» About this exercise: Where the word "edges" appears in a line below, copy the whole line.

• • • • •

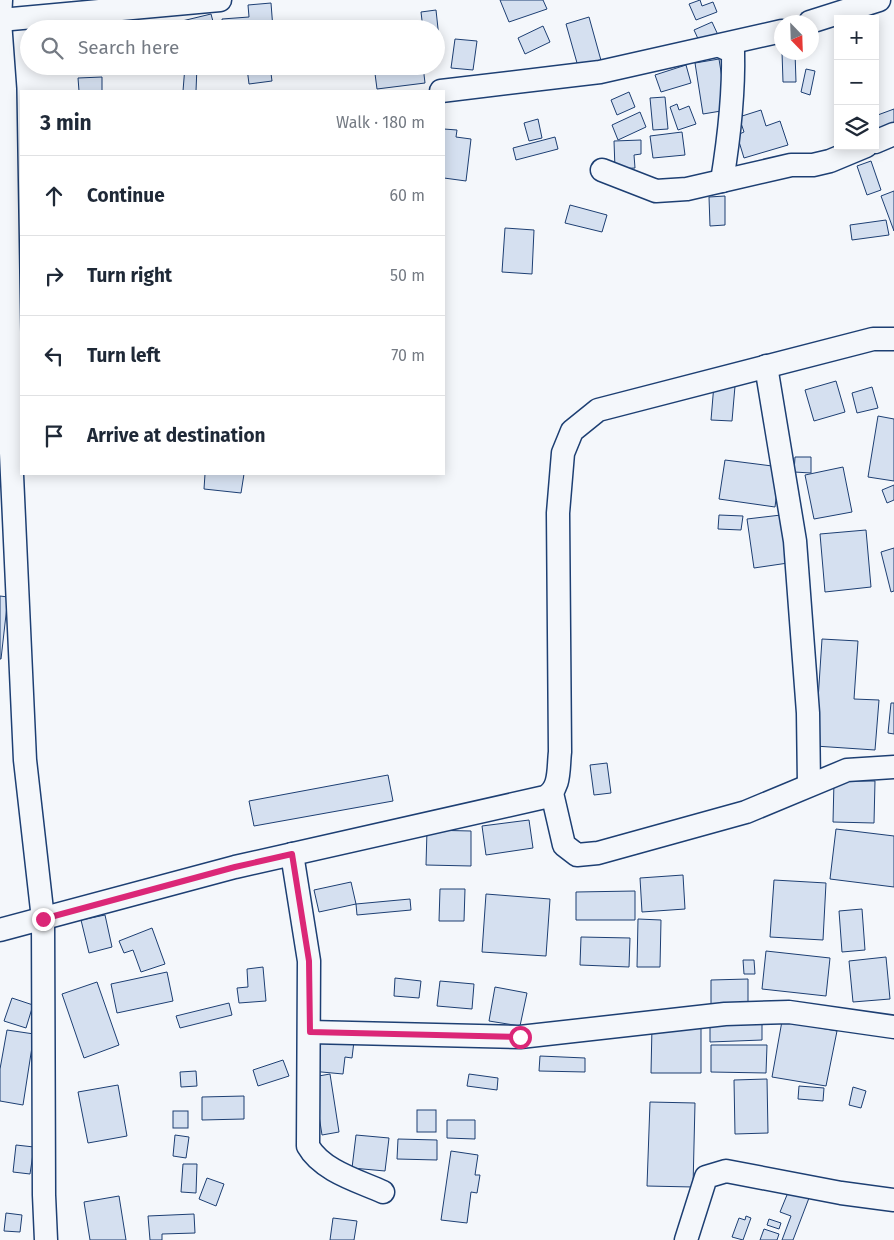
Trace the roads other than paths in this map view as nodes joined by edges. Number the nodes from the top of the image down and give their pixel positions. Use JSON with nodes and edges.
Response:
{"nodes":[{"id":1,"x":1,"y":0,"type":"edge"},
{"id":2,"x":220,"y":0,"type":"edge"},
{"id":3,"x":879,"y":0,"type":"edge"},
{"id":4,"x":819,"y":19,"type":"edge"},
{"id":5,"x":0,"y":20,"type":"edge"},
{"id":6,"x":774,"y":34,"type":"edge"},
{"id":7,"x":720,"y":46,"type":"junction"},
{"id":8,"x":445,"y":90,"type":"edge"},
{"id":9,"x":13,"y":91,"type":"edge"},
{"id":10,"x":894,"y":134,"type":"edge"},
{"id":11,"x":879,"y":140,"type":"edge"},
{"id":12,"x":856,"y":150,"type":"edge"},
{"id":13,"x":602,"y":170,"type":"dead end"},
{"id":14,"x":722,"y":181,"type":"junction"},
{"id":15,"x":894,"y":339,"type":"edge"},
{"id":16,"x":766,"y":366,"type":"junction"},
{"id":17,"x":6,"y":446,"type":"edge"},
{"id":18,"x":894,"y":767,"type":"edge"},
{"id":19,"x":809,"y":786,"type":"junction"},
{"id":20,"x":552,"y":794,"type":"junction"},
{"id":21,"x":292,"y":854,"type":"junction"},
{"id":22,"x":43,"y":919,"type":"junction"},
{"id":23,"x":0,"y":930,"type":"edge"},
{"id":24,"x":894,"y":1026,"type":"edge"},
{"id":25,"x":310,"y":1032,"type":"junction"},
{"id":26,"x":384,"y":1192,"type":"dead end"},
{"id":27,"x":894,"y":1200,"type":"edge"},
{"id":28,"x":46,"y":1240,"type":"edge"},
{"id":29,"x":686,"y":1240,"type":"edge"}],
"edges":[{"from":1,"to":5,"type":"street"},
{"from":2,"to":5,"type":"street"},
{"from":3,"to":4,"type":"street"},
{"from":5,"to":9,"type":"street"},
{"from":6,"to":7,"type":"street"},
{"from":7,"to":8,"type":"street"},
{"from":7,"to":14,"type":"street"},
{"from":9,"to":17,"type":"street"},
{"from":10,"to":11,"type":"street"},
{"from":12,"to":14,"type":"street"},
{"from":13,"to":14,"type":"street"},
{"from":15,"to":16,"type":"street"},
{"from":16,"to":19,"type":"street"},
{"from":16,"to":20,"type":"street"},
{"from":17,"to":22,"type":"street"},
{"from":18,"to":19,"type":"street"},
{"from":19,"to":20,"type":"street"},
{"from":20,"to":21,"type":"street"},
{"from":21,"to":22,"type":"street"},
{"from":21,"to":25,"type":"street"},
{"from":22,"to":23,"type":"street"},
{"from":22,"to":28,"type":"street"},
{"from":24,"to":25,"type":"street"},
{"from":25,"to":26,"type":"street"},
{"from":27,"to":29,"type":"street"}]}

• • • • •

» Task solution:
Trace the roads other than paths in this map view as nodes joined by edges. Number the nodes from the top of the image down and give their pixel positions. Use JSON with nodes and edges.
"edges":[{"from":1,"to":5,"type":"street"},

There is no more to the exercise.